**What you have to do:** Please reproduce all entries word for word, leaving every image behind.

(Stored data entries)
────

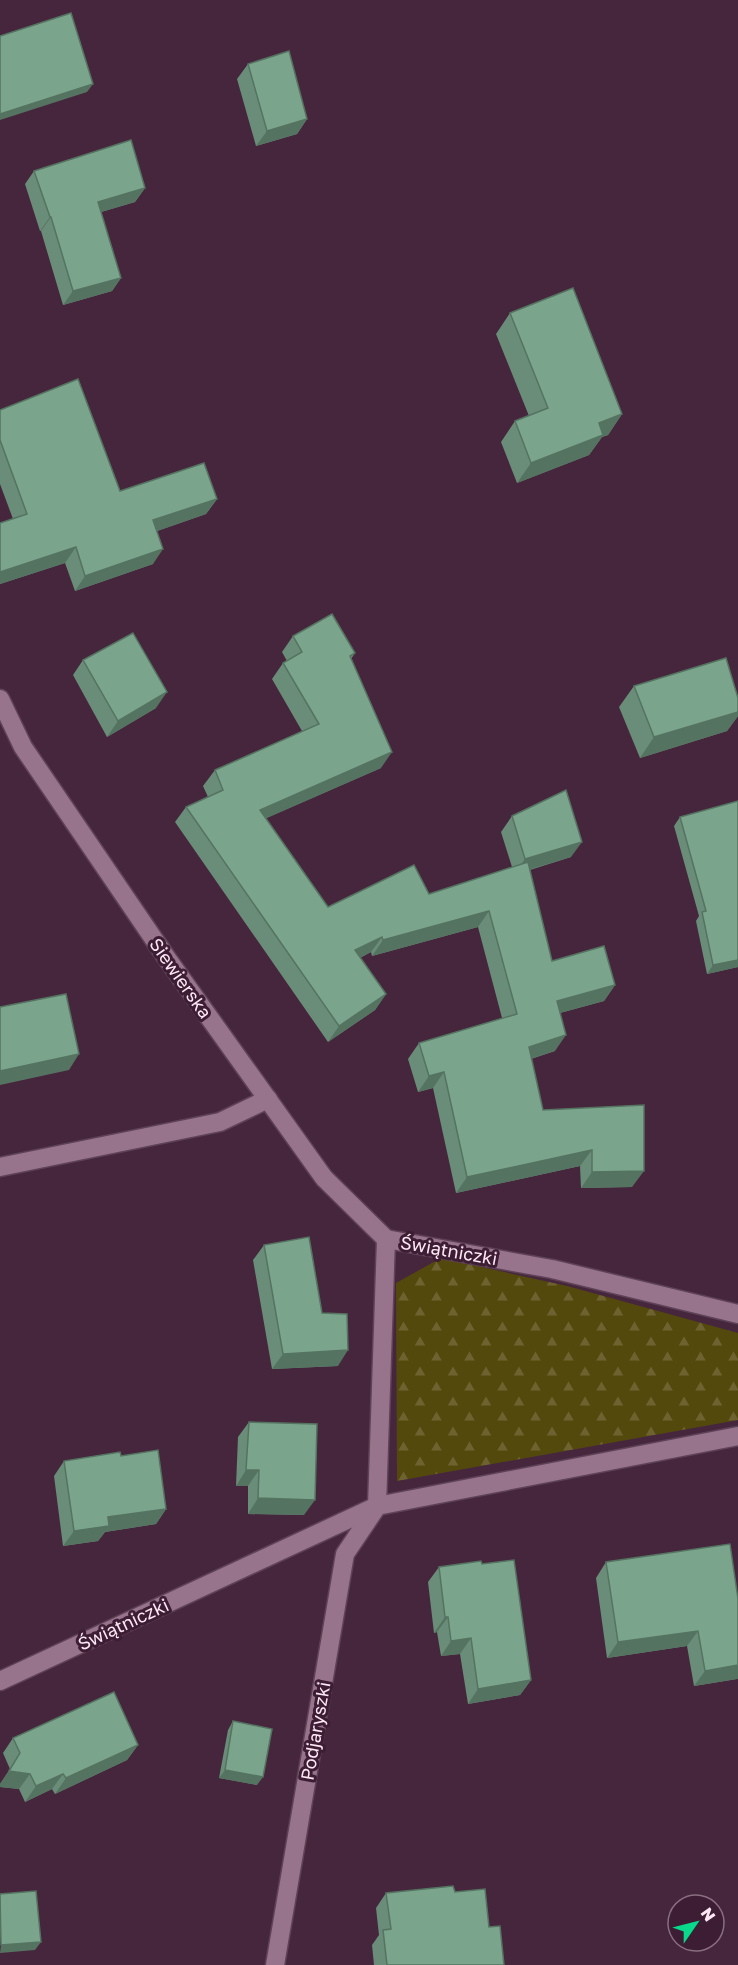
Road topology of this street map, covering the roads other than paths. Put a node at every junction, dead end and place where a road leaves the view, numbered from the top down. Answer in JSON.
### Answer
{"nodes":[{"id":1,"x":0,"y":699,"type":"edge"},
{"id":2,"x":268,"y":1099,"type":"junction"},
{"id":3,"x":0,"y":1167,"type":"edge"},
{"id":4,"x":386,"y":1239,"type":"junction"},
{"id":5,"x":738,"y":1314,"type":"edge"},
{"id":6,"x":738,"y":1436,"type":"edge"},
{"id":7,"x":377,"y":1506,"type":"junction"},
{"id":8,"x":0,"y":1681,"type":"edge"},
{"id":9,"x":275,"y":1965,"type":"edge"}],
"edges":[{"from":1,"to":2,"type":"street","name":"Siewierska"},
{"from":2,"to":3,"type":"street"},
{"from":2,"to":4,"type":"street","name":"Siewierska"},
{"from":4,"to":5,"type":"street","name":"Świątniczki"},
{"from":4,"to":7,"type":"street","name":"Świątniczki"},
{"from":6,"to":7,"type":"street","name":"Świątniczki"},
{"from":7,"to":8,"type":"street","name":"Świątniczki"},
{"from":7,"to":9,"type":"street","name":"Podjaryszki"}]}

────

**Task solution:**
Road topology of this street map, covering the roads other than paths. Put a node at every junction, dead end and place where a road leaves the view, numbered from the top down. Answer in JSON.
### Answer
{"nodes":[{"id":1,"x":0,"y":699,"type":"edge"},
{"id":2,"x":268,"y":1099,"type":"junction"},
{"id":3,"x":0,"y":1167,"type":"edge"},
{"id":4,"x":386,"y":1239,"type":"junction"},
{"id":5,"x":738,"y":1314,"type":"edge"},
{"id":6,"x":738,"y":1436,"type":"edge"},
{"id":7,"x":377,"y":1506,"type":"junction"},
{"id":8,"x":0,"y":1681,"type":"edge"},
{"id":9,"x":275,"y":1965,"type":"edge"}],
"edges":[{"from":1,"to":2,"type":"street","name":"Siewierska"},
{"from":2,"to":3,"type":"street"},
{"from":2,"to":4,"type":"street","name":"Siewierska"},
{"from":4,"to":5,"type":"street","name":"Świątniczki"},
{"from":4,"to":7,"type":"street","name":"Świątniczki"},
{"from":6,"to":7,"type":"street","name":"Świątniczki"},
{"from":7,"to":8,"type":"street","name":"Świątniczki"},
{"from":7,"to":9,"type":"street","name":"Podjaryszki"}]}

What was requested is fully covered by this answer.